14 yaşındaki bir çocuk bunlara ne yapabilir?

Benim çocuğumun geleceğini elinden aldılar.
Çocuklarının yüzlerine nasıl bakabiliyorlar?
Onlarda vicdan yok.
Vicdanları olsaydı benim çocuğumu vuranları ortaya çıkarırlardı. 
Çocuklarımızın geleceğini bunlara teslim etmeyelim. Anneler, çocuklarımız bizim geleceğimiz, geleceğimizi elimizden almalarına izin vermeyelim. Sesiniz sesimizdir. 

Gülsüm Elvan

Ali İsmail'in annesi: Hesap soracağız

Öncelikle Berkinle dayanışma mesajımızı iletmek istiyorum.  Berkin bizim son umudumuz ve biliyorum biz umudumuzu, Berkinimizi kaybetmeyeceğiz. Bu sefer evladımızı yitirmeyeceğiz.

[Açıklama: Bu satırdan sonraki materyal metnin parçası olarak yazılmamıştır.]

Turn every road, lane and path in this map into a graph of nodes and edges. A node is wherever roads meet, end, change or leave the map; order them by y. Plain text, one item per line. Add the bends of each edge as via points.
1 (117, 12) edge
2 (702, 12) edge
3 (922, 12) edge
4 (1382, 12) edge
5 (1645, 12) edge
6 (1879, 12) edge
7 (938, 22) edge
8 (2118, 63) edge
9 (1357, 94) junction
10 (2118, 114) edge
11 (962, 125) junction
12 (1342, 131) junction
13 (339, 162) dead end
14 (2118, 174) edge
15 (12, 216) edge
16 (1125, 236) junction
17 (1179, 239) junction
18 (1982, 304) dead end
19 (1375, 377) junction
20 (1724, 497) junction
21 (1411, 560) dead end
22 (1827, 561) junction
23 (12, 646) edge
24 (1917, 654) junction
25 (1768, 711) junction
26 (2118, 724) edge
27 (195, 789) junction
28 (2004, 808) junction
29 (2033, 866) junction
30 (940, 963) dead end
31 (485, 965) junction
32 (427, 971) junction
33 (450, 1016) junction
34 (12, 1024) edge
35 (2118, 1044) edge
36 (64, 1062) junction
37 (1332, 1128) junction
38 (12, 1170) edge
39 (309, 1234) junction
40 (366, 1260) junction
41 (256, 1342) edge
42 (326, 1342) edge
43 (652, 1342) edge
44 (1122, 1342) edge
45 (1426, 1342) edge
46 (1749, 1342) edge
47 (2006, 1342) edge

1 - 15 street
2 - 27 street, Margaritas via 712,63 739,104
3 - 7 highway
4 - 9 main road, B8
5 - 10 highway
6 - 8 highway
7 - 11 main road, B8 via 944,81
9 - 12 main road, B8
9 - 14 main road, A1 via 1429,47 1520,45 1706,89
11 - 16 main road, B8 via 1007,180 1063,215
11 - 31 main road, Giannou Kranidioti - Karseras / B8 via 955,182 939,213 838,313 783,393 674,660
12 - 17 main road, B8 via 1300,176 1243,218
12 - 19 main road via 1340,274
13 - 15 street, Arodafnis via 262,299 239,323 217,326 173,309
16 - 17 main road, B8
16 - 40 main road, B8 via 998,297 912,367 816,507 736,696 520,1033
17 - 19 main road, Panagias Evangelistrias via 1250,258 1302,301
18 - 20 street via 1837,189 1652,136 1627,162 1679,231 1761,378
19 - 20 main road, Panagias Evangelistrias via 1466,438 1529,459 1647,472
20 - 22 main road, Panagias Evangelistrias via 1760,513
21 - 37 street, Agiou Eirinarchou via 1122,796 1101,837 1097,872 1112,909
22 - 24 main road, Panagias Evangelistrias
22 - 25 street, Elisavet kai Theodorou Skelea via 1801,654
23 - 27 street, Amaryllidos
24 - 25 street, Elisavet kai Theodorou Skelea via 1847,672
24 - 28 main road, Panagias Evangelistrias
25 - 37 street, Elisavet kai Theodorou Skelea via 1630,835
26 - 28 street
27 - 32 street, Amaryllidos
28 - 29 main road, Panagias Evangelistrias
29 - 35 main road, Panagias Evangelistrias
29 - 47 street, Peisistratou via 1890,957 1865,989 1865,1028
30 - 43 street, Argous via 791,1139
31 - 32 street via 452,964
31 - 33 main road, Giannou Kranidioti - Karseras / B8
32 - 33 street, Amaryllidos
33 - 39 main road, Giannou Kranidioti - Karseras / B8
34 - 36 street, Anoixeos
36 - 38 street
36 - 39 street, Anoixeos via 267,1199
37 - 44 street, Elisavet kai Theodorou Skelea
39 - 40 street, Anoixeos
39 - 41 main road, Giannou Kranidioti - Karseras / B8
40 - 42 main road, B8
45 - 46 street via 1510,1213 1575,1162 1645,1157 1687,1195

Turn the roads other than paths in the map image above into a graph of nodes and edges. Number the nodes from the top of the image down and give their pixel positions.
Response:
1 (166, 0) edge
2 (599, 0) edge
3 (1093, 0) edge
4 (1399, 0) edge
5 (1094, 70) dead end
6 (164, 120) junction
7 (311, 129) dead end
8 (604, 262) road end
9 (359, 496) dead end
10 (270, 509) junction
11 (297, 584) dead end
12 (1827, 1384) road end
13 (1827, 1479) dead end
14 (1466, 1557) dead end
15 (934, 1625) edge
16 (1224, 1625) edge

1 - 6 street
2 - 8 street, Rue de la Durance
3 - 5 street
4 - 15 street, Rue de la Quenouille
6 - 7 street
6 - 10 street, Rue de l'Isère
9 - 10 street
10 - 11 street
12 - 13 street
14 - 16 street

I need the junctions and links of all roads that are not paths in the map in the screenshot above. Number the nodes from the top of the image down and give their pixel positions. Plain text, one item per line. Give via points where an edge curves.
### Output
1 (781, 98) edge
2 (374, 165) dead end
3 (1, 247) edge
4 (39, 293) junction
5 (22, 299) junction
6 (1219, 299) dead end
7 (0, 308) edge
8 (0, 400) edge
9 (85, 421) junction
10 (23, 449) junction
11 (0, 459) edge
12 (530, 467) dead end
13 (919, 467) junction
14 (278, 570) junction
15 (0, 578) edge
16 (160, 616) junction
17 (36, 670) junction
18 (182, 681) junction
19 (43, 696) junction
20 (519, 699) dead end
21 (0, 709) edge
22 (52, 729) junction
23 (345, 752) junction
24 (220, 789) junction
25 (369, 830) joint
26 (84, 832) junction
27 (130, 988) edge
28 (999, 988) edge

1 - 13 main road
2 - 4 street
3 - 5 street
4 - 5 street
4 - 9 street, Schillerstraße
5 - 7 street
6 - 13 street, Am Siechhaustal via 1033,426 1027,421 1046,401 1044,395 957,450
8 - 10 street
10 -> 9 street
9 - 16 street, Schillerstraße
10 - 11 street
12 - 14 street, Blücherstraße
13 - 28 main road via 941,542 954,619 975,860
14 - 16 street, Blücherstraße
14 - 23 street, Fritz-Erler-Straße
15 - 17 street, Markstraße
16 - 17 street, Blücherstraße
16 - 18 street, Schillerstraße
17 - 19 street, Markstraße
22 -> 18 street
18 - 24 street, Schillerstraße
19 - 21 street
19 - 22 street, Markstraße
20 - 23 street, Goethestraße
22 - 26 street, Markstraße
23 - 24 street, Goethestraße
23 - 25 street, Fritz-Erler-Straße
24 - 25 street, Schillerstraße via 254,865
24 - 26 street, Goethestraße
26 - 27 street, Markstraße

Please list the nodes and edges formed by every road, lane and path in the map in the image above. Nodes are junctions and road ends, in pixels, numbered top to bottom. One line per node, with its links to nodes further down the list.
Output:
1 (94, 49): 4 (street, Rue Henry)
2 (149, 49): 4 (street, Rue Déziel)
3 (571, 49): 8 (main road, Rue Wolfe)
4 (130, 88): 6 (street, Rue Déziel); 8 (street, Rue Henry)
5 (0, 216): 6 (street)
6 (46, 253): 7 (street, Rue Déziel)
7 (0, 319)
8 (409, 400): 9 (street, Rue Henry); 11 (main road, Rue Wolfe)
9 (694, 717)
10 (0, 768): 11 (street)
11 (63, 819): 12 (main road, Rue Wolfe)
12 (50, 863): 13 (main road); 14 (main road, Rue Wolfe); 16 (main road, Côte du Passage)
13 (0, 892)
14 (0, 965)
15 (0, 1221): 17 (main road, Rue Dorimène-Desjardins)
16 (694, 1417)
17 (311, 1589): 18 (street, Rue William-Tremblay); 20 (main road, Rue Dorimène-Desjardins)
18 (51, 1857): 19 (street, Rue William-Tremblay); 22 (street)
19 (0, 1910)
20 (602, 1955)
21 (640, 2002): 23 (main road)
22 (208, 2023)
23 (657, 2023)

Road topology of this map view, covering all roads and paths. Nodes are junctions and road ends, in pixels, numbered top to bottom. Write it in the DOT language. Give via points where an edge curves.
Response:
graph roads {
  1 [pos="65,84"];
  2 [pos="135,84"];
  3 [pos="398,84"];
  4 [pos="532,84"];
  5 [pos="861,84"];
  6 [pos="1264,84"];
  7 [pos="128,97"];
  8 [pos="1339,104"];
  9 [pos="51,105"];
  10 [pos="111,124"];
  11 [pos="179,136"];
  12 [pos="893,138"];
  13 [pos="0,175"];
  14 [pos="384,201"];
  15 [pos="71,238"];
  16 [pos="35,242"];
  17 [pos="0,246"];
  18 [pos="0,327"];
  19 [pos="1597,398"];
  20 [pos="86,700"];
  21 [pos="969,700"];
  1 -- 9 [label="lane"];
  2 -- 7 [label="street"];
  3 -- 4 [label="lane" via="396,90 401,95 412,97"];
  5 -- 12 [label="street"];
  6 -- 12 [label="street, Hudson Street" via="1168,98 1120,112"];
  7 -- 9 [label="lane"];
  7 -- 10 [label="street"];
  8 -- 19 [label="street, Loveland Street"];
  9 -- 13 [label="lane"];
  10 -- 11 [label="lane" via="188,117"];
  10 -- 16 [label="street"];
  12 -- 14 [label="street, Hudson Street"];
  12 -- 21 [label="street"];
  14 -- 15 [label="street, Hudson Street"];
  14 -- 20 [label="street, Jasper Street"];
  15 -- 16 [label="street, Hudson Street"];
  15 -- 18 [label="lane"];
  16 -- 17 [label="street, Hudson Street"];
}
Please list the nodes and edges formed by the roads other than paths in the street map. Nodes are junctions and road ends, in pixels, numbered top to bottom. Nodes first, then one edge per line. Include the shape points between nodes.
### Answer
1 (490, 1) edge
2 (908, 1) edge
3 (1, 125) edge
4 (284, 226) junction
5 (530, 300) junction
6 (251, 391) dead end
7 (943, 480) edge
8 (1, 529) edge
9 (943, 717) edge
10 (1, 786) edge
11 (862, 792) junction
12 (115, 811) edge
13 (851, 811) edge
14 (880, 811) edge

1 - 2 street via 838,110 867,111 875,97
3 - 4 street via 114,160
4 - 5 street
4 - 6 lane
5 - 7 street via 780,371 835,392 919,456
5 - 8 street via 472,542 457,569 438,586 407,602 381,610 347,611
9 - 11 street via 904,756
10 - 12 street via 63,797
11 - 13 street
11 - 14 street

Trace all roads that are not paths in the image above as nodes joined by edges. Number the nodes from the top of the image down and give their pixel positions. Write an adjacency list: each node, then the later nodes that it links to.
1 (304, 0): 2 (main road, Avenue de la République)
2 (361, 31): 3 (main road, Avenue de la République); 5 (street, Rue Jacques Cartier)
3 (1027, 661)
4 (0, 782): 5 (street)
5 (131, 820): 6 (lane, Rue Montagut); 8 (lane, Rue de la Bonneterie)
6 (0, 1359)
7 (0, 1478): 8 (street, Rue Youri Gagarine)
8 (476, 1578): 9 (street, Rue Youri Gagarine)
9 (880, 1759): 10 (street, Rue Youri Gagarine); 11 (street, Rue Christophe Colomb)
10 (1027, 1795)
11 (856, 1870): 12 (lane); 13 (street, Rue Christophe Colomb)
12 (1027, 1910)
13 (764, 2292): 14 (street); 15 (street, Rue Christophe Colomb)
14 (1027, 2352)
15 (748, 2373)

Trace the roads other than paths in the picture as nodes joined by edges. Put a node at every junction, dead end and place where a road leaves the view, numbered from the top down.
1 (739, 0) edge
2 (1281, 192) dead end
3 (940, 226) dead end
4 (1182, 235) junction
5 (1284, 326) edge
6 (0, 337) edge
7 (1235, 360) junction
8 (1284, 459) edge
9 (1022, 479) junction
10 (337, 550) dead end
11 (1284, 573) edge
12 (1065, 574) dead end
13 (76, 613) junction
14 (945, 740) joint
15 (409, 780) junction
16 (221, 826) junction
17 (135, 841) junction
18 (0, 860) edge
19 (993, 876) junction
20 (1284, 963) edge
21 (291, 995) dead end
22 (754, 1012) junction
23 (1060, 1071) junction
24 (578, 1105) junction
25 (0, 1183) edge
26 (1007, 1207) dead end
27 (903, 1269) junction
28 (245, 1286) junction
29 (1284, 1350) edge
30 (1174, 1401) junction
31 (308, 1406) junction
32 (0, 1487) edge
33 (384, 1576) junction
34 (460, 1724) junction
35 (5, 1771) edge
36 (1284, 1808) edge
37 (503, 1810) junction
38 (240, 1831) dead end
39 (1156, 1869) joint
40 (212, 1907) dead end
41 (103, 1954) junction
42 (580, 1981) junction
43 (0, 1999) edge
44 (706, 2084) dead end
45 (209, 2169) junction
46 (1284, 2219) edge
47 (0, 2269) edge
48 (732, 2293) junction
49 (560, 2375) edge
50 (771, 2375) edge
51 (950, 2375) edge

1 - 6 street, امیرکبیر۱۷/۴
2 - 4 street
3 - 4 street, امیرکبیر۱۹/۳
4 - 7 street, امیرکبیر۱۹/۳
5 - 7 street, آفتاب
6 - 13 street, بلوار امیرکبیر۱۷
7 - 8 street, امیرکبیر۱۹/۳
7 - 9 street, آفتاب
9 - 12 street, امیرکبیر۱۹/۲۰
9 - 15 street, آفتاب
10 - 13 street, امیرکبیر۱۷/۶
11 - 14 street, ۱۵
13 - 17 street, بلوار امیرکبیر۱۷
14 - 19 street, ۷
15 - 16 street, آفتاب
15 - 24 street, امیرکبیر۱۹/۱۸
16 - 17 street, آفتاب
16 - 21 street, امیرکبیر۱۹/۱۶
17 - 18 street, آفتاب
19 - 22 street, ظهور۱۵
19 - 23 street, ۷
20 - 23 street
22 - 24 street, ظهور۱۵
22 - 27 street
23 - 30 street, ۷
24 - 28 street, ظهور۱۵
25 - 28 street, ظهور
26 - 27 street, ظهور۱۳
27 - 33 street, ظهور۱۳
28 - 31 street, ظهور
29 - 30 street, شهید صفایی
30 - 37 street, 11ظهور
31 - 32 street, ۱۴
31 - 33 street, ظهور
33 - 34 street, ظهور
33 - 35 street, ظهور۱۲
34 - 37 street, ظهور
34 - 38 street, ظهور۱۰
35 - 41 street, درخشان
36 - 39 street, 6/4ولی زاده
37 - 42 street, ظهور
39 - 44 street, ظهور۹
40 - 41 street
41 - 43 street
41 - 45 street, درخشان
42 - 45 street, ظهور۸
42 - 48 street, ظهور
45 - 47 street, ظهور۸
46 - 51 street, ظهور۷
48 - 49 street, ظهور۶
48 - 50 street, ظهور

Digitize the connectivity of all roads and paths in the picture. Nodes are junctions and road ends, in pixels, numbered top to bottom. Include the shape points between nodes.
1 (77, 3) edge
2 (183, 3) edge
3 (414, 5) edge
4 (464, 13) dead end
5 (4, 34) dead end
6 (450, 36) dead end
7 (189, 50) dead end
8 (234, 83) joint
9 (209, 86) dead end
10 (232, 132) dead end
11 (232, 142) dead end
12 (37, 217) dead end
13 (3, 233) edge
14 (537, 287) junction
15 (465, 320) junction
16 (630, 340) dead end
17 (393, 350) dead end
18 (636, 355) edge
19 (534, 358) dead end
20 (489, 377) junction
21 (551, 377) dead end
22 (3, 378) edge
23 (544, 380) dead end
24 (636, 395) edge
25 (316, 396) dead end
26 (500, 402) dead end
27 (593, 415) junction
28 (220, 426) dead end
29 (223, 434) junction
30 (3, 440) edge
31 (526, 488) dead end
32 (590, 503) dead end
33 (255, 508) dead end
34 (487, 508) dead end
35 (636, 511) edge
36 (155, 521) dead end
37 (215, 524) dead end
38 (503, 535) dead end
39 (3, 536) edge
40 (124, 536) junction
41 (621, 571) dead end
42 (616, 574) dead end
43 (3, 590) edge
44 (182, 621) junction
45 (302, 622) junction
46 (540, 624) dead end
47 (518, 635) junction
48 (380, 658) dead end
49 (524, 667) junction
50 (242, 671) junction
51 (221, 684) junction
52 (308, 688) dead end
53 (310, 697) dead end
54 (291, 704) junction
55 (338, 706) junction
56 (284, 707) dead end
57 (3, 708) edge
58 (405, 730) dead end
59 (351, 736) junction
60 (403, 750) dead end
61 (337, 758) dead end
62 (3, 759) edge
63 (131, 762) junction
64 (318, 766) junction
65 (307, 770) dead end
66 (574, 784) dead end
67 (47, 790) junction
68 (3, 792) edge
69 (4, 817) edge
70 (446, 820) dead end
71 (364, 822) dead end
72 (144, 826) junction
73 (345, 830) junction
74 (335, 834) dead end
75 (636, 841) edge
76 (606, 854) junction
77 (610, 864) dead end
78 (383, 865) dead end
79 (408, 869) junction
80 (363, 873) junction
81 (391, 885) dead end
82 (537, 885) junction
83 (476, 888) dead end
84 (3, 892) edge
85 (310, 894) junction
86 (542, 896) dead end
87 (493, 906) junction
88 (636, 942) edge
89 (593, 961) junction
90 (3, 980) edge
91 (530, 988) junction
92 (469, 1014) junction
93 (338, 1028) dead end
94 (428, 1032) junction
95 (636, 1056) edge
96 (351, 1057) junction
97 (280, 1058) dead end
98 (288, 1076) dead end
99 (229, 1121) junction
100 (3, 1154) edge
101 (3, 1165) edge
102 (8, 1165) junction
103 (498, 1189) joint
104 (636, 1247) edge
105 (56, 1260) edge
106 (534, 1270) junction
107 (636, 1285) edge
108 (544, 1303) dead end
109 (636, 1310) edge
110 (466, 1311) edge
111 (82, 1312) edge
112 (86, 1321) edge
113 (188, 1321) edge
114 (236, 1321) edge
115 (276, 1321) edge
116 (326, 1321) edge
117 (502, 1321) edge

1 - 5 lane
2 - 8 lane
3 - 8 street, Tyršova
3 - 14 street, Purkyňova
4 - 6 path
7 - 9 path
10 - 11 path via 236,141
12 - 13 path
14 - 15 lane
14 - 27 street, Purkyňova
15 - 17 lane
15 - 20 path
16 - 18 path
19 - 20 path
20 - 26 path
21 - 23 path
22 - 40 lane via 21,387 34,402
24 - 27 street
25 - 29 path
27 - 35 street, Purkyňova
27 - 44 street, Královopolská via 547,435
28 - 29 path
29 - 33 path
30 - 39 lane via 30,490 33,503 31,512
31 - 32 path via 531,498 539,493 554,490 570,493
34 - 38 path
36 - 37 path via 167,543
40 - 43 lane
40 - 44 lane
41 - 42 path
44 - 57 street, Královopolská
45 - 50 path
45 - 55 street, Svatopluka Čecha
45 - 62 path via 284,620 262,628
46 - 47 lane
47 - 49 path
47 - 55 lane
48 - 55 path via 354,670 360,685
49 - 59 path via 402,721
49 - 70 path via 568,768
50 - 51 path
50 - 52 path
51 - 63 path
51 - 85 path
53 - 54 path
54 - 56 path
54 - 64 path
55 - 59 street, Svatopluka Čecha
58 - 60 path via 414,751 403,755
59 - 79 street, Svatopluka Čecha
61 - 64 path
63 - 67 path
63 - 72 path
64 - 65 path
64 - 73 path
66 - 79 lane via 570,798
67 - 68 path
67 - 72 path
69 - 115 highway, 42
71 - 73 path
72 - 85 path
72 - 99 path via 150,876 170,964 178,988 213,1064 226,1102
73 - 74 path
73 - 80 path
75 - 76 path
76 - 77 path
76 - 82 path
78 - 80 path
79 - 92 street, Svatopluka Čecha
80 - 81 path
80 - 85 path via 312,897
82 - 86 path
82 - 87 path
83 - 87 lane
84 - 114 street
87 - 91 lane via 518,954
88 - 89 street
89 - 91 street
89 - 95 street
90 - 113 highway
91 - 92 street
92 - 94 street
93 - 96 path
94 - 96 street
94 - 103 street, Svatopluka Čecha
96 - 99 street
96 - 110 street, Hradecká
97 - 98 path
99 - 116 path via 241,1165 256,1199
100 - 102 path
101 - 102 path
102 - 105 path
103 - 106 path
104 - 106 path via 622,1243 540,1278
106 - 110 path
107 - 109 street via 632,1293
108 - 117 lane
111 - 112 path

Bunlar bizden evlatlarımızı aldılar,  Alimi aldılar. Ben şimdi Alimin katledildiği memlekete gidiyorum. Bizi acılara boğanlar bizden kadınlığımızı alanlar evlatlarımızı katledenlerdir. 
Bunların hesabını soracağız. 
Bu vesileyle tüm anaların emekçi kadınlar gününü kutluyorum.

Ethem'in annesi: Öldürülmelerine izin vermeyelim

Ben oğul kokan Ethem'in annesi...

Ben Sayfı Sarısülük...

Çorum'da dünyaya gelmiş acılar ve yokluklar içinde büyümüşüm.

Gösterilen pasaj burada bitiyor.